Das Staunen war sowohl hüben wie drüben allenthalben gross. Aber allem innovativen Faktenschürfen der medialen Steigbügelhalter zum Trotz müssen die Brexit-Apologeten inzwischen einräumen, dass das NHS bei gleichzeitig anschwellendem Exodus von Europäern in das bislang tiefste Loch seit seiner Erschaffung abgesackt ist.

Und trotzdem lauscht man in London selbsternannten Heilsbringern inbrünstig und gläubig, wie etwa einem Sir Tim Barrow, der in Brüssel das offizielle «Scheidungspapier» am 29. März 2017 persönlich überbringen durfte und der noch zuvor in London öffentlich verkündet hatte, er werde «innerhalb von zwei Jahren ein Freihandelsabkommen mit der EU» erreichen. Darüberhinaus, so meinte er, werde man zum Binnenmarkt der EU, dem grössten entwickelten Markt der Welt, nach wie vor «uneingeschränkten Zugang» haben, ohne EU-Mitglied zu sein oder sich der EU-Gesetzgebung «unterwerfen zu müssen». Und das alles gratis, selbsverständlich.

Jenen Fantasien des Sir Tim zufolge würde das Vereinigte Königreich zum lukrativsten Handelspartner für China oder die USA aufsteigen.

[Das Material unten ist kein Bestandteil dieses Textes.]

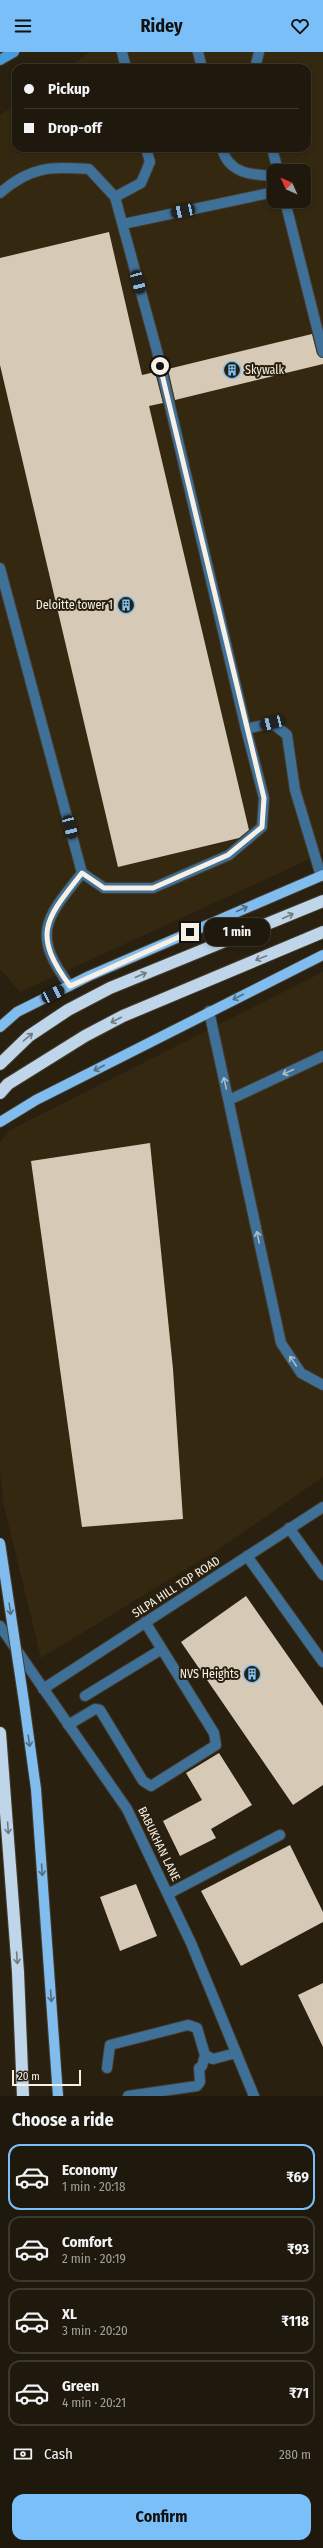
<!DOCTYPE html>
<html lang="en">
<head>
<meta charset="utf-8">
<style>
	body { margin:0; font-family:"Fira Sans Condensed",sans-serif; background:#2c251a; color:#f1f3f6; height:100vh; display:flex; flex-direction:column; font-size:15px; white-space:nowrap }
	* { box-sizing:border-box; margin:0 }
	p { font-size:13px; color:#a1a09d }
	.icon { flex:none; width:22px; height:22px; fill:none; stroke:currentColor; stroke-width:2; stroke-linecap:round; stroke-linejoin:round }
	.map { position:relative; height:2044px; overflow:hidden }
	.panel { display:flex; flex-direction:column; background:#1f180c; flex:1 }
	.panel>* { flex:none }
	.guide { position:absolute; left:12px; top:12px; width:299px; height:88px; border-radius:12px; box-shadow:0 2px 6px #0003,0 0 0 1px #3c372d; display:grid; align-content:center; height:88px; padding:0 12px; background:#1f180c }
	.needle { width:26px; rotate:315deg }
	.fabs { position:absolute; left:267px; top:112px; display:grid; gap:8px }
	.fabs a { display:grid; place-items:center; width:44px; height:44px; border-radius:8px; background:#1f180c; box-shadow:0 2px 6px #0003,0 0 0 1px #3c372d; font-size:20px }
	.scale { position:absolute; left:12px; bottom:10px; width:69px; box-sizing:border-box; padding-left:4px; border:2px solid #f7f0e6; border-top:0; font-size:11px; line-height:14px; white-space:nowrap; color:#f7f0e6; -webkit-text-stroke:3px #292010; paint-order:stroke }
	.end { position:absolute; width:18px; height:18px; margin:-9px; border:5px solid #f7f0e6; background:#111; box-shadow:0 0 0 2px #111 }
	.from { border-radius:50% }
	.bubble { position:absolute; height:28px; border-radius:12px; background:#1f180c; box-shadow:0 2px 6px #0003,0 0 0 1px #3c372d; font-size:13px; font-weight:700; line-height:28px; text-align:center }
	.car { position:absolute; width:12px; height:24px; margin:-12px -6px; border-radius:5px; box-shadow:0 0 3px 1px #0007; background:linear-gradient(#222 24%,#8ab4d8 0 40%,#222 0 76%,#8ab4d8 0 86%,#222 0) }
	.guide b { display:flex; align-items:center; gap:14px; height:38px; font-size:15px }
	.guide b+b { border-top:1px solid #3c372d }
	.guide i { width:10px; height:10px; background:#f1f3f6 }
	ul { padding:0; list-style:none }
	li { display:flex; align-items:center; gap:12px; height:66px; margin:0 8px 6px; padding:0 4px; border:2px solid #3c372d; border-radius:12px }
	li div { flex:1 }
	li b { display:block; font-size:15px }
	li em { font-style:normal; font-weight:700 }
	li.active { border-color:#7abff8 }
	li>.icon { width:36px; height:36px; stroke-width:1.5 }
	h2 { padding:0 12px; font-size:18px; line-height:48px }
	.pay { display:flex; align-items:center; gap:10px; height:44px; padding:0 12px; font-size:15px }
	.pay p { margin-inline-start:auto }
	.cta { display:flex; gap:8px; margin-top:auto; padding:8px 12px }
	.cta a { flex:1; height:46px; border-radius:12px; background:#7abff8; color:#111; font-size:16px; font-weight:700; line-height:46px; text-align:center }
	header { display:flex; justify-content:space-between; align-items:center; height:52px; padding:0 12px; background:#7abff8; color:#111; font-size:18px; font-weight:700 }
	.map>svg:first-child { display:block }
	.built { fill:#342811; fill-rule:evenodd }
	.building { fill:#d6c9b5 }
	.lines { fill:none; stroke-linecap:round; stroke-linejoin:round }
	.service-casing { stroke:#463d2e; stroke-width:12 }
	.minor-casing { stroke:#463d2e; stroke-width:12 }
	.secondary-casing { stroke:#463d2e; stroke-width:12 }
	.primary-casing { stroke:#463d2e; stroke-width:12 }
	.motorway-casing { stroke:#463d2e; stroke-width:14 }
	.service { stroke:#3e7098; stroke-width:10 }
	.minor { stroke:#3e7098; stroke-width:10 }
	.secondary { stroke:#489cdd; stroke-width:10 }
	.primary { stroke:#80bcee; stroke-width:10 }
	.motorway { stroke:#bfd6ea; stroke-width:12 }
	.primary-bridge-casing { stroke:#463d2e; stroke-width:12; stroke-linecap:butt }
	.primary-bridge { stroke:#80bcee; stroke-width:10 }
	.oneway { stroke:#546e7f }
	.oneway2 { stroke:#747b7d }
	.oneway3 { stroke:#adbdc7 }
	.route { stroke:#f7f0e6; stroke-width:5 }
	.labels { text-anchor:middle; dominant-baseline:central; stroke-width:4; stroke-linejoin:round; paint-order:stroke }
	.poi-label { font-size:12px; fill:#f7f0e6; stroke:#292010; text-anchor:end }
	.street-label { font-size:12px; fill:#f7f0e6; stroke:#292010 }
</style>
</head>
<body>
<header><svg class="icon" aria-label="menu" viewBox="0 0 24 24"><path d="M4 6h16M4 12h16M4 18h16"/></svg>Ridey<svg class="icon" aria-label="heart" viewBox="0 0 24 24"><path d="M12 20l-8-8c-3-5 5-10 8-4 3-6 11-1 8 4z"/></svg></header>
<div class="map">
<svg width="323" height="2044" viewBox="0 0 323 2044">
	<rect width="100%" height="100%" fill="#292010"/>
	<path class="built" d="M 90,0 L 323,0 L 323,801 L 20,940 L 0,917 L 0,63 L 16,52 L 16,96 L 307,96 L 307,16 L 67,16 ZM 274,119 L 304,119 L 304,149 L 274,149 Z
		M 323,920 L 323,1425 L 216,1499 L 41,1606 L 3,1450 L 0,1419 L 0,1091 L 10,1078 Z"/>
	<path class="building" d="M 109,180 L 142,323 L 155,320 L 163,351 L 149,354 L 249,778 L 239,786 L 118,815 L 0,313 L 0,206 Z
		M 312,282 L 317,302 L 323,306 L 323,312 L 175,348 L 168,317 Z
		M 150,1091 L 173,1317 L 183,1467 L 82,1475 L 31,1109 Z
		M 246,1544 L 323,1654 L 323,1733 L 293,1753 L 181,1590 Z
		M 219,1701 L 252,1753 L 211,1777 L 216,1786 L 180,1804 L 163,1769 L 202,1748 L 186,1721 Z
		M 290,1793 L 323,1860 L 323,1870 L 241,1914 L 201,1839 Z
		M 136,1832 L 157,1884 L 120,1899 L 100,1845 Z
		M 323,1931 L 323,1995 L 298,1943 Z"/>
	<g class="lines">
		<defs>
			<path id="service" d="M 122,0 L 126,16
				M 198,0 L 202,16
				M 255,16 L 259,0
				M 222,96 C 228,122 253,123 274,124
				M 272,96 L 278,119
				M 0,141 C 31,114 50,115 89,117 L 115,145 L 157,299 L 246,677
				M 115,145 L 141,131 L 150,110 L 146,96
				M 285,149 L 323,300
				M 123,172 L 274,140
				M 0,516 L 82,821 L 104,836 L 153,836 L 229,803 L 262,775 L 264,746 L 246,677 L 272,671 L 287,683 L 295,738 L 321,824
				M 70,934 C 31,882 45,867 82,821
				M 209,959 L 281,1291 L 301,1321 L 323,1333
				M 229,1048 L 323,1004"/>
			<path id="minor" d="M 289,1476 L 323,1523
				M 247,1504 L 323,1610
				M 0,1574 L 127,1757 L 191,1891 L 254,2044
				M 43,1637 L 323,1455
				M 85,1644 L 162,1597
				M 68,1673 L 95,1657 L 100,1658 L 143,1729 L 151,1734 L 216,1693 L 214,1681 L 145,1570
				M 168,1842 L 280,1783
				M 107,2016 L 110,1993 L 188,1973 L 197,1976 L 205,2003 L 213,2007 L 236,2001
				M 128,2044 L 197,2034 L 200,2030 L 199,2016 L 202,2014 L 205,2003"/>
			<path id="secondary" d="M 0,8 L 14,0"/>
			<path id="primary" d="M 0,975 L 17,960 L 89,924 L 323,823
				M 0,1070 L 36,1048 L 323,903
				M 24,1650 L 36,1737 L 58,2044"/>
			<path id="motorway" d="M 0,1012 L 29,984 L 68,958 L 110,936 L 323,849
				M 0,1041 L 8,1032 L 85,984 L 123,964 L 323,880
				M 0,1681 L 18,1920 L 23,2044"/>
		</defs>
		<use href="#service" class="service-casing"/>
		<use href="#minor" class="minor-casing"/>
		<use href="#secondary" class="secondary-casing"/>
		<use href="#primary" class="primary-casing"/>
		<use href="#motorway" class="motorway-casing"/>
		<use href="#service" class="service"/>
		<use href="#minor" class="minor"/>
		<use href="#secondary" class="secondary"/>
		<use href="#primary" class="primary"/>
		<use href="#motorway" class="motorway"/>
		<defs>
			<path id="primary-bridge" d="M 0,1491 L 24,1650"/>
		</defs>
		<use href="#primary-bridge" class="primary-bridge-casing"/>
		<use href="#primary-bridge" class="primary-bridge"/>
	</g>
	<defs><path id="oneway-shaft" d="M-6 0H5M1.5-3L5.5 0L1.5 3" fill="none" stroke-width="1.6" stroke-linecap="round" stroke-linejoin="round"/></defs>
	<g class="oneway">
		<use href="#oneway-shaft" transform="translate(242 857) rotate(-24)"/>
		<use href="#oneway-shaft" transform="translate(238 945) rotate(153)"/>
		<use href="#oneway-shaft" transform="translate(99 1016) rotate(153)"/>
		<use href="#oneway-shaft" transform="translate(10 1557) rotate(81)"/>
		<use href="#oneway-shaft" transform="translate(29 1689) rotate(82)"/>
		<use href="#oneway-shaft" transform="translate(42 1818) rotate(86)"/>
		<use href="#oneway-shaft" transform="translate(51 1944) rotate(86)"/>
	</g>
	<g class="oneway2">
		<use href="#oneway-shaft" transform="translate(288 864) rotate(-24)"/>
		<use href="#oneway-shaft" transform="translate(261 906) rotate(158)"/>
		<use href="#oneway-shaft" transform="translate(141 923) rotate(-23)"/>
		<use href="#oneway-shaft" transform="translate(116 968) rotate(153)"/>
		<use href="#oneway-shaft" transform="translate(28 985) rotate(-40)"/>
		<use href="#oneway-shaft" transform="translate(8 1776) rotate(86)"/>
		<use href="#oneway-shaft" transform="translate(17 1906) rotate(86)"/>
	</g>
	<g class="oneway3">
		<use href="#oneway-shaft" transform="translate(288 1020) rotate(155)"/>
		<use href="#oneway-shaft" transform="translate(225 1031) rotate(-103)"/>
		<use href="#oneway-shaft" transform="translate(258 1185) rotate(-102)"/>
		<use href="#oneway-shaft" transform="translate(293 1309) rotate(-124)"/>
	</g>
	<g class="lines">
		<path class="route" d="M 160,314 L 264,746 L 262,775 L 228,803 L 153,836 L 104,836 L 82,821 C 46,867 31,881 70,934 L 190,880"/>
	</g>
	<defs>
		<symbol id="building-ring" viewBox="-11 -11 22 22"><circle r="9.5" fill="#292010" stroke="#7abff8" stroke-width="1.5"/><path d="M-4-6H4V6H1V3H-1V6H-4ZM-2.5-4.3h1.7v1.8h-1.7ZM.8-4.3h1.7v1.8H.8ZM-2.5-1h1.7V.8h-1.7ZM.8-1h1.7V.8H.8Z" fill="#7abff8"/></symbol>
	</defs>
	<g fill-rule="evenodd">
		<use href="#building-ring" x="222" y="308" width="20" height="20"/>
		<use href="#building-ring" x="116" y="543" width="20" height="20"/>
		<use href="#building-ring" x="242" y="1612" width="20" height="20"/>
	</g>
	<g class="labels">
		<g class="poi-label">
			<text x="245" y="318" text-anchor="start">Skywalk</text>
			<text x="113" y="553">Deloitte tower 1</text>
			<text x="239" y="1622">NVS Heights</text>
		</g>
		<g class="street-label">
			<text transform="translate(176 1535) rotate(-33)">SILPA HILL TOP ROAD</text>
			<text transform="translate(159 1792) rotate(64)">BABUKHAN LANE</text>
		</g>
	</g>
</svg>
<div class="fabs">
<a><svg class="needle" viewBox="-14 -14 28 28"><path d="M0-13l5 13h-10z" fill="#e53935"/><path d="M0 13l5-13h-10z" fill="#a1a09d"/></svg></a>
</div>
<div class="scale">20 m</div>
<i class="end from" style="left:160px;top:314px"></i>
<i class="end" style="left:190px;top:880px"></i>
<div class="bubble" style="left:204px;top:866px;width:66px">1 min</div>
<i class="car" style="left:183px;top:159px;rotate:258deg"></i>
<i class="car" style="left:138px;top:230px;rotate:165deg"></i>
<i class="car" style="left:272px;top:671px;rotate:256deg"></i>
<i class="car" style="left:70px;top:775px;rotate:165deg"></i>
<i class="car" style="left:53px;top:942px;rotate:64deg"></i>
<div class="guide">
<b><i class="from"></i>Pickup</b>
<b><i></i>Drop-off</b>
</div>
</div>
<section class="panel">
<h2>Choose a ride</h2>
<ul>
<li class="active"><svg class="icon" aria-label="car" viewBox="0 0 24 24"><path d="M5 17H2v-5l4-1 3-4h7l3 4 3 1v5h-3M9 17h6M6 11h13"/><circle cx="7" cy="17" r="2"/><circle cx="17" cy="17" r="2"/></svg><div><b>Economy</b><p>1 min · 20:18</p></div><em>₹69</em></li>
<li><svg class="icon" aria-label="car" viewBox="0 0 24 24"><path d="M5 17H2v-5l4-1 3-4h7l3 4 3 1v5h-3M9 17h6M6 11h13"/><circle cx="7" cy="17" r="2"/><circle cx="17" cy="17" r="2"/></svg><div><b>Comfort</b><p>2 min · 20:19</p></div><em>₹93</em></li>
<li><svg class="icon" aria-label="car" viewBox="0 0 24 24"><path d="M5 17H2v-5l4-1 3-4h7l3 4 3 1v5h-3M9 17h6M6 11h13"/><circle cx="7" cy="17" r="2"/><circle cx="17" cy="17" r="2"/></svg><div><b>XL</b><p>3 min · 20:20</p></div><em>₹118</em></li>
<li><svg class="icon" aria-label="car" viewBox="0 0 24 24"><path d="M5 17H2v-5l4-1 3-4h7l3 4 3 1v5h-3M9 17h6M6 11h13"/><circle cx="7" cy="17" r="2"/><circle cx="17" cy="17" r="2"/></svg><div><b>Green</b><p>4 min · 20:21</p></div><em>₹71</em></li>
</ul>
<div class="pay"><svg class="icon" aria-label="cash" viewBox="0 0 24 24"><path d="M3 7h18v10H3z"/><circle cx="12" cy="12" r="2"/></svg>Cash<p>280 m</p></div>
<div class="cta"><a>Confirm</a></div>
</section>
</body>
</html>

Seit jener vollmundigen Verheissung sind schon einmal 10 von den 24 Monaten ziemlich erfolglos verstrichen und zweitens ist für solche Aufgaben der dafür bestallte Brexit Secretary David Davis exklusiv zuständig. Der haut jedoch in dieselbe Kerbe, was die Begegnungen zwischen Davis und seinem europäischen Verhandlungspartner, Michel Barnier, nicht einfacher macht. Barnier und seine Kollegen in der Kommission meinten dazu lapidar: «ç’est pas drôle» (das ist nicht komisch).

Gefahr im Verzuge

Ebenso wenig komisch finden die Verantwortlichen in Rest-Europa das quälende Warten auf den Beginn einer Berliner Regierungsbildung. Nach zehn zähen Monaten der ersten Phase der Brexit-Verhandlungen, die man bei genauerer Betrachtung als Nullnummer nicht unterbewertet, soll die zweite Phase den Schutz der Grundrechte von EU-Bürgern in Grossbritannien, Zuständigkeiten des Obersten Europäischen Gerichtshofs in Luxemburg bei Streitfragen, die endgültigen Grenzregelungen in Irland, die Post-Brexit-Beziehungen zum Vereinigten Königreich als Drittland, sowie Handelsverträge und die Kostenerstattung regeln, die sich nach Brüsseler Berechnungen auf mehr als 50 Milliarden Euros belaufen.

Für diese Mammutaufgaben stehen aber nur noch die erwähnten 14 Monate zur Verfügung, denn am 29. März 2019 um Mitternacht ist «Ultimo». Hat man bis dahin keine Übereinkunft in allen Fragen erreicht, gibt’s den sogenannten «harten Brexit», und der wird aller Voraussicht nach weh tun.

Vor allem Grossbritannien wird Schmerzen erleiden, so sagen jedenfalls die Auguren der Londoner City. Selbst der Economist und die Financial Times, die chronischen Brexit-Schönfärber, verweisen bereits jetzt auf einen zu erwartenden, massenhaften Auszug nicht-britischer Finanzinstitute. Deren mögliche Zielorte: Paris und Frankfurt.

Davon abgesehen steigen für Unternehmen und Konsumenten im Vereinigten Königreich seit geraumer Zeit schon die Kosten für Produkte aus dem Euro-Raum – als Folge des Wertverlustes des Pfund Sterling gegenüber dem Euro.

Während die Rest-EU grosse Aufgaben noch vor der Brust hat und dabei auf Merkel-Schulz wartet – und die beiden wiederum auf Jusos und SPD-Basis – avancieren die Rechten in Europa zu Mediengrössen, Vorzeigegästen bei politischen Chat-Shows und Koalitionspartnern in nationalen Regierungen.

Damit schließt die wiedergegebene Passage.